Com a assinatura do Presidente de Cuba, Miguel Díaz-Canel, teve início neste domingo (19/04) uma campanha de coleta de assinaturas em todo o território nacional, intitulada “Minha assinatura pela Pátria”, cujo objetivo é demonstrar apoio à Revolução e reiterar o compromisso da ilha com a paz.
O presidente assinou o documento em Playa Girón, na província de Matanzas, durante a cerimônia que comemorou o 65º aniversário da vitória cubana contra a invasão mercenária dos EUA em abril de 1961, na região conhecida como Baía dos Porcos. “Hoje, lá (em Girón), depositamos flores brancas, reverenciando seu heroísmo, e assinamos a declaração inequívoca de que a Revolução Cubana jamais negociará seus princípios”, declarou o chefe de Estado da maior das Antilhas em suas redes sociais.
O Ministério das Relações Exteriores declarou em um comunicado à imprensa que a iniciativa “apoia o apelo feito pelo presidente no evento que comemora o 65º aniversário da declaração do caráter socialista da Revolução, às organizações em Cuba e em todo o mundo, para que a verdade sobre Cuba seja conhecida em todos os cantos do planeta”.
“Constitui também uma forma de tornar evidente a Declaração do Governo Revolucionário, emitida na mesma data, que demonstra o compromisso deste povo com a paz, mas também a firmeza e a vontade de defender a soberania”, acrescentou o texto do Ministério das Relações Exteriores.
Roberto Morales Ojeda, membro do Bureau Político e Secretário de Organização do Comitê Central do Partido Comunista de Cuba (PCC), que também participou do evento em Playa Girón, fez um apelo, inspirado pelo legado dos combatentes de Girón, para apoiar a campanha Minha Assinatura pela Pátria, “uma proposta da sociedade civil que representa nossa reivindicação de viver em paz”. Ele considerou isso também um compromisso com os cubanos que morreram em Playa Girón.
Comemoração da vitória anti-imperialista em Playa Girón
Milhares de cubanos se reuniram neste domingo na cidade de Playa Girón para comemorar o 65º aniversário da vitória contra a invasão mercenária preparada pelo governo dos EUA e pela Agência Central de Inteligência (CIA), que foi derrotada em menos de 72 horas pelo Exército Rebelde e pelas Milícias Nacionais Revolucionárias sob a liderança do líder histórico da Revolução, o Comandante-em-Chefe Fidel Castro Ruz.
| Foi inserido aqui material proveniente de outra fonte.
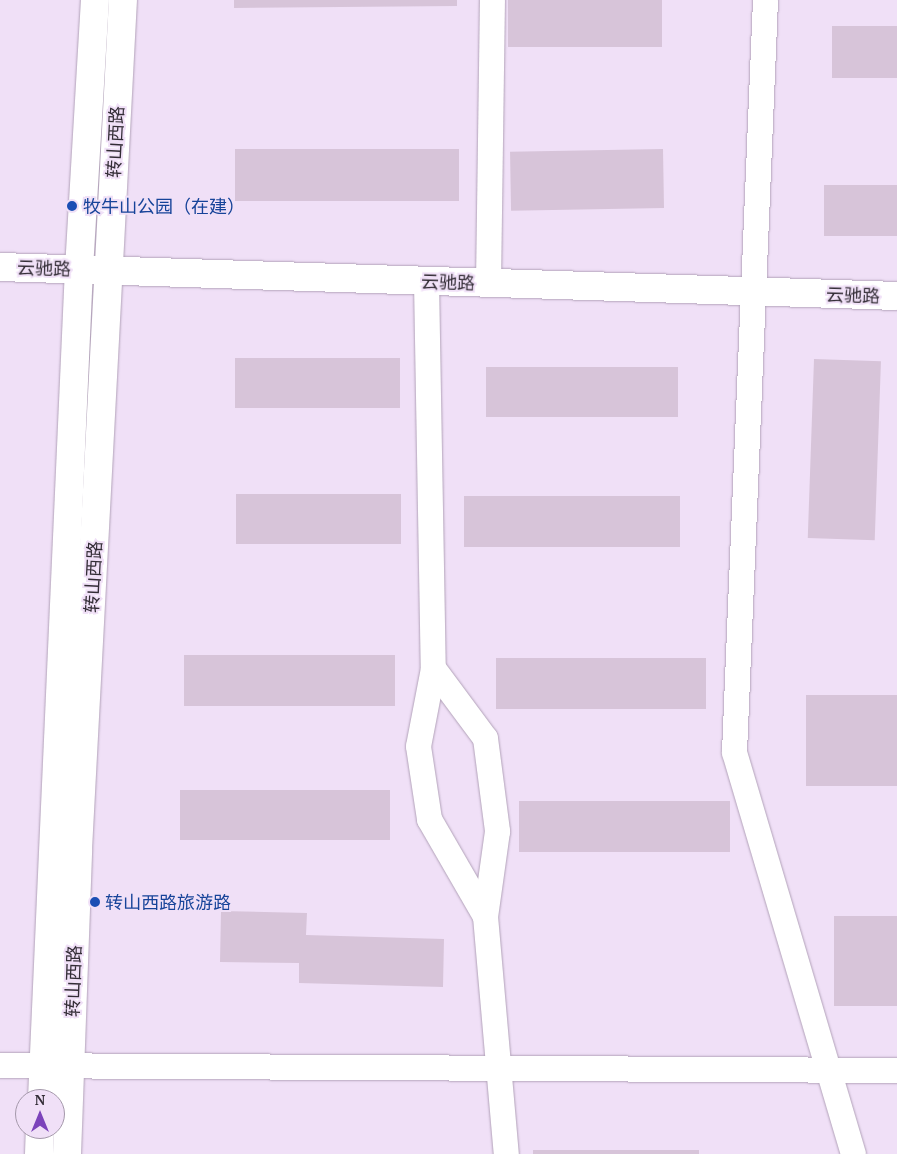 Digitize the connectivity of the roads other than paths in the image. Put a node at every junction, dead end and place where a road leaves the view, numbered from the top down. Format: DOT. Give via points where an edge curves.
graph roads {
  1 [pos="95,0"];
  2 [pos="123,0"];
  3 [pos="492,0"];
  4 [pos="765,0"];
  5 [pos="0,267"];
  6 [pos="79,269"];
  7 [pos="107,271"];
  8 [pos="426,281"];
  9 [pos="488,283"];
  10 [pos="754,292"];
  11 [pos="897,296"];
  12 [pos="433,668"];
  13 [pos="485,916"];
  14 [pos="0,1065"];
  15 [pos="43,1065"];
  16 [pos="70,1065"];
  17 [pos="498,1068"];
  18 [pos="828,1070"];
  19 [pos="897,1070"];
  20 [pos="42,1089"];
  21 [pos="40,1139"];
  22 [pos="39,1154"];
  23 [pos="67,1154"];
  24 [pos="506,1154"];
  25 [pos="853,1154"];
  1 -- 6 [label="main road, 转山西路"];
  2 -- 7 [label="main road, 转山西路"];
  3 -- 9 [label="street"];
  4 -- 10 [label="street"];
  5 -- 6 [label="main road, 云驰路"];
  6 -- 7 [label="main road, 云驰路"];
  6 -- 15 [label="main road, 转山西路"];
  7 -- 8 [label="main road, 云驰路"];
  7 -- 16 [label="main road, 转山西路"];
  8 -- 9 [label="main road, 云驰路"];
  8 -- 12 [label="street"];
  9 -- 10 [label="main road, 云驰路"];
  10 -- 11 [label="main road, 云驰路"];
  10 -- 18 [label="street" via="734,752"];
  12 -- 13 [label="street" via="418,746 428,819"];
  12 -- 13 [label="street" via="485,738 497,831"];
  13 -- 17 [label="street"];
  14 -- 15 [label="street"];
  15 -- 16 [label="street"];
  15 -- 20 [label="main road, 转山西路"];
  16 -- 17 [label="street"];
  16 -- 23 [label="main road, 转山西路"];
  17 -- 18 [label="street"];
  17 -- 24 [label="street"];
  18 -- 19 [label="street"];
  18 -- 25 [label="street"];
  21 -- 22 [label="main road"];
} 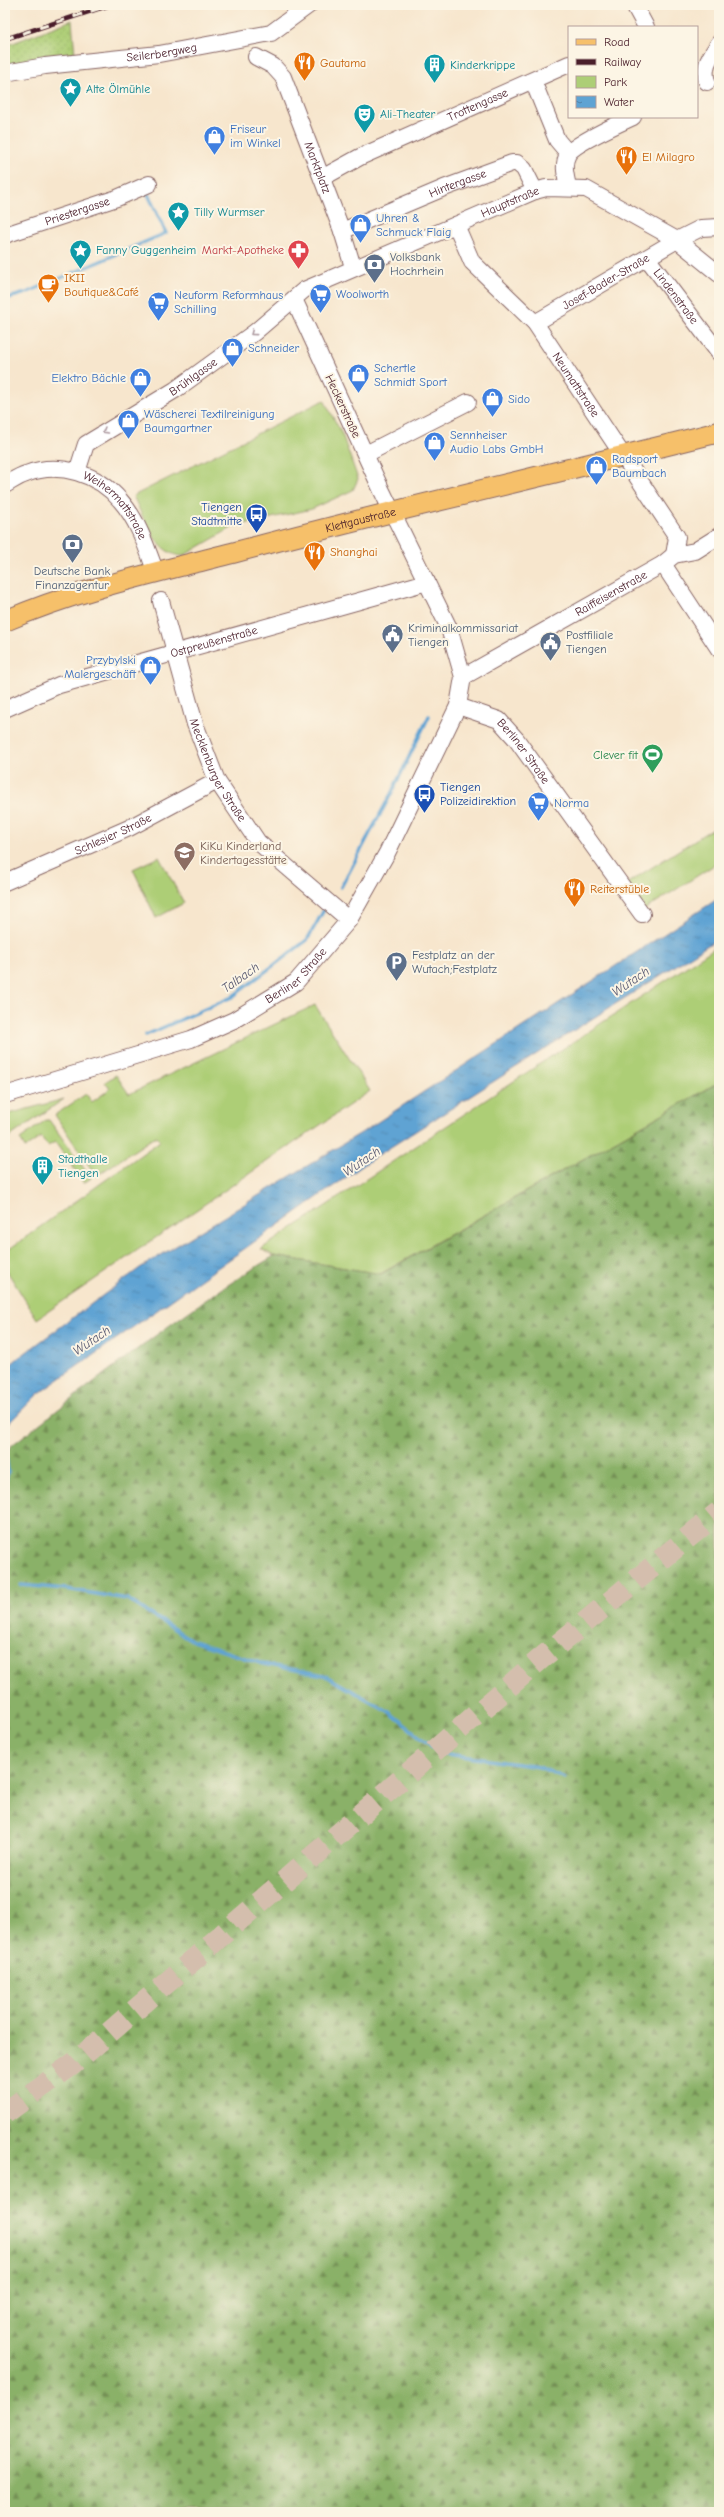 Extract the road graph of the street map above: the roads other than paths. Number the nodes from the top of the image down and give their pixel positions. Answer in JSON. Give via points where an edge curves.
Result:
{"nodes":[{"id":1,"x":309,"y":5,"type":"edge"},
{"id":2,"x":634,"y":5,"type":"edge"},
{"id":3,"x":645,"y":26,"type":"edge"},
{"id":4,"x":719,"y":43,"type":"edge"},
{"id":5,"x":256,"y":57,"type":"dead end"},
{"id":6,"x":568,"y":64,"type":"edge"},
{"id":7,"x":5,"y":73,"type":"edge"},
{"id":8,"x":533,"y":81,"type":"junction"},
{"id":9,"x":708,"y":83,"type":"edge"},
{"id":10,"x":631,"y":118,"type":"edge"},
{"id":11,"x":568,"y":153,"type":"junction"},
{"id":12,"x":322,"y":178,"type":"junction"},
{"id":13,"x":149,"y":184,"type":"dead end"},
{"id":14,"x":568,"y":188,"type":"junction"},
{"id":15,"x":535,"y":191,"type":"junction"},
{"id":16,"x":456,"y":225,"type":"junction"},
{"id":17,"x":719,"y":227,"type":"edge"},
{"id":18,"x":342,"y":231,"type":"junction"},
{"id":19,"x":5,"y":235,"type":"edge"},
{"id":20,"x":677,"y":240,"type":"junction"},
{"id":21,"x":647,"y":258,"type":"junction"},
{"id":22,"x":353,"y":267,"type":"junction"},
{"id":23,"x":719,"y":274,"type":"edge"},
{"id":24,"x":294,"y":299,"type":"junction"},
{"id":25,"x":535,"y":323,"type":"junction"},
{"id":26,"x":719,"y":353,"type":"edge"},
{"id":27,"x":468,"y":402,"type":"dead end"},
{"id":28,"x":719,"y":432,"type":"edge"},
{"id":29,"x":86,"y":444,"type":"joint"},
{"id":30,"x":366,"y":454,"type":"junction"},
{"id":31,"x":622,"y":457,"type":"junction"},
{"id":32,"x":77,"y":472,"type":"junction"},
{"id":33,"x":5,"y":485,"type":"edge"},
{"id":34,"x":393,"y":512,"type":"junction"},
{"id":35,"x":719,"y":536,"type":"edge"},
{"id":36,"x":669,"y":560,"type":"junction"},
{"id":37,"x":156,"y":573,"type":"junction"},
{"id":38,"x":427,"y":582,"type":"junction"},
{"id":39,"x":161,"y":601,"type":"dead end"},
{"id":40,"x":5,"y":620,"type":"edge"},
{"id":41,"x":719,"y":649,"type":"edge"},
{"id":42,"x":175,"y":652,"type":"junction"},
{"id":43,"x":464,"y":678,"type":"junction"},
{"id":44,"x":458,"y":706,"type":"junction"},
{"id":45,"x":5,"y":709,"type":"edge"},
{"id":46,"x":217,"y":781,"type":"junction"},
{"id":47,"x":5,"y":882,"type":"edge"},
{"id":48,"x":642,"y":914,"type":"dead end"},
{"id":49,"x":349,"y":920,"type":"junction"},
{"id":50,"x":5,"y":1095,"type":"edge"}],
"edges":[{"from":1,"to":7,"type":"street","name":"Seilerbergweg","via":[[271,33],[159,54],[45,66]]},
{"from":2,"to":3,"type":"street"},
{"from":4,"to":9,"type":"street","via":[[707,62],[705,76]]},
{"from":5,"to":12,"type":"street","name":"Marktplatz","via":[[273,66],[283,77]]},
{"from":6,"to":8,"type":"street","name":"Trottengasse"},
{"from":8,"to":11,"type":"street","via":[[557,140]]},
{"from":8,"to":12,"type":"street","name":"Trottengasse","via":[[360,157]]},
{"from":10,"to":11,"type":"street","via":[[581,143]]},
{"from":11,"to":14,"type":"street","via":[[564,166]]},
{"from":12,"to":18,"type":"street","name":"Marktplatz"},
{"from":13,"to":19,"type":"street","name":"Priestergasse","via":[[117,198]]},
{"from":14,"to":15,"type":"street","name":"Hauptstraße"},
{"from":14,"to":20,"type":"street","name":"Hauptstraße","via":[[586,189]]},
{"from":15,"to":16,"type":"street","name":"Hauptstraße"},
{"from":15,"to":18,"type":"street","name":"Hintergasse","via":[[524,169],[517,162],[512,163],[444,188]]},
{"from":16,"to":22,"type":"street","name":"Hauptstraße"},
{"from":16,"to":25,"type":"street","name":"Neumattstraße","via":[[472,262]]},
{"from":17,"to":20,"type":"street","name":"Josef-Bader-Straße","via":[[701,228]]},
{"from":18,"to":22,"type":"street","name":"Marktplatz"},
{"from":20,"to":21,"type":"street","name":"Josef-Bader-Straße"},
{"from":20,"to":23,"type":"street","name":"Hauptstraße"},
{"from":21,"to":25,"type":"street","name":"Josef-Bader-Straße"},
{"from":21,"to":26,"type":"street","name":"Lindenstraße"},
{"from":22,"to":24,"type":"street","name":"Hauptstraße","via":[[304,290]]},
{"from":24,"to":29,"type":"street","name":"Brühlgasse","one_way":true,"via":[[255,332],[175,390]]},
{"from":24,"to":30,"type":"street","name":"Heckerstraße"},
{"from":25,"to":31,"type":"street","name":"Neumattstraße"},
{"from":27,"to":30,"type":"street"},
{"from":28,"to":31,"type":"main road","name":"Klettgaustraße"},
{"from":29,"to":32,"type":"street","name":"Weihermattstraße"},
{"from":30,"to":34,"type":"street","name":"Heckerstraße"},
{"from":31,"to":34,"type":"main road","name":"Klettgaustraße"},
{"from":31,"to":36,"type":"street","name":"Neumattstraße","via":[[677,537]]},
{"from":32,"to":33,"type":"street","via":[[49,469],[26,474]]},
{"from":32,"to":37,"type":"street","name":"Weihermattstraße","via":[[89,476],[120,499],[134,520]]},
{"from":34,"to":37,"type":"main road","name":"Klettgaustraße"},
{"from":34,"to":38,"type":"street","name":"Berliner Straße"},
{"from":35,"to":36,"type":"street","name":"Raiffeisenstraße","via":[[695,550]]},
{"from":36,"to":41,"type":"street"},
{"from":36,"to":43,"type":"street","name":"Raiffeisenstraße"},
{"from":37,"to":40,"type":"main road","name":"Klettgaustraße"},
{"from":38,"to":42,"type":"street","name":"Ostpreußenstraße"},
{"from":38,"to":43,"type":"street","name":"Berliner Straße","via":[[449,628]]},
{"from":39,"to":42,"type":"street","name":"Mecklenburger Straße"},
{"from":42,"to":45,"type":"street","name":"Ostpreußenstraße","via":[[59,685]]},
{"from":42,"to":46,"type":"street","name":"Mecklenburger Straße","via":[[196,724]]},
{"from":43,"to":44,"type":"street","name":"Berliner Straße"},
{"from":44,"to":48,"type":"street","name":"Berliner Straße","via":[[499,720],[516,739]]},
{"from":44,"to":49,"type":"street","name":"Berliner Straße","via":[[387,853]]},
{"from":46,"to":47,"type":"street","name":"Schlesier Straße","via":[[130,828]]},
{"from":46,"to":49,"type":"street","name":"Mecklenburger Straße","via":[[258,842]]},
{"from":49,"to":50,"type":"street","name":"Berliner Straße","via":[[296,982],[234,1020],[191,1039]]}]}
Jovens, estudantes e trabalhadores de diversos setores se uniram à mobilização, que incluiu um contingente de milicianos das províncias de Matanzas e Cienfuegos que, em abril de 1961, demonstraram notável coragem ao enfrentar a invasão e infligir ao imperialismo ianque sua primeira grande derrota na América Latina, um evento histórico que, segundo o comandante Ernesto “Che” Guevara, tornou-se um símbolo para os povos oprimidos do mundo. Combatentes das Forças Armadas Revolucionárias (FAR) e do Ministério do Interior também participaram.
Durante a cerimônia de comemoração, liderada pelo presidente cubano Miguel Díaz-Canel Bermúdez, juntamente com outras autoridades do Partido Comunista de Cuba e do Estado, os cubanos reafirmaram seu compromisso com a soberania da pátria, a paz e a memória histórica. Enfatizaram que Cuba é uma nação de paz e não representa uma ameaça aos Estados Unidos. Deixaram claro que defenderão sua soberania e independência em caso de agressão militar.
Além disso, denunciaram o bloqueio imposto pelos EUA a Cuba há mais de seis décadas, intensificado pelas 243 medidas coercitivas adotadas por Donald Trump durante seu mandato anterior e pela política de estrangulamento energético que ele promove desde janeiro passado. Ao mesmo tempo, repudiaram as ameaças de invasão militar feitas pela Casa Branca.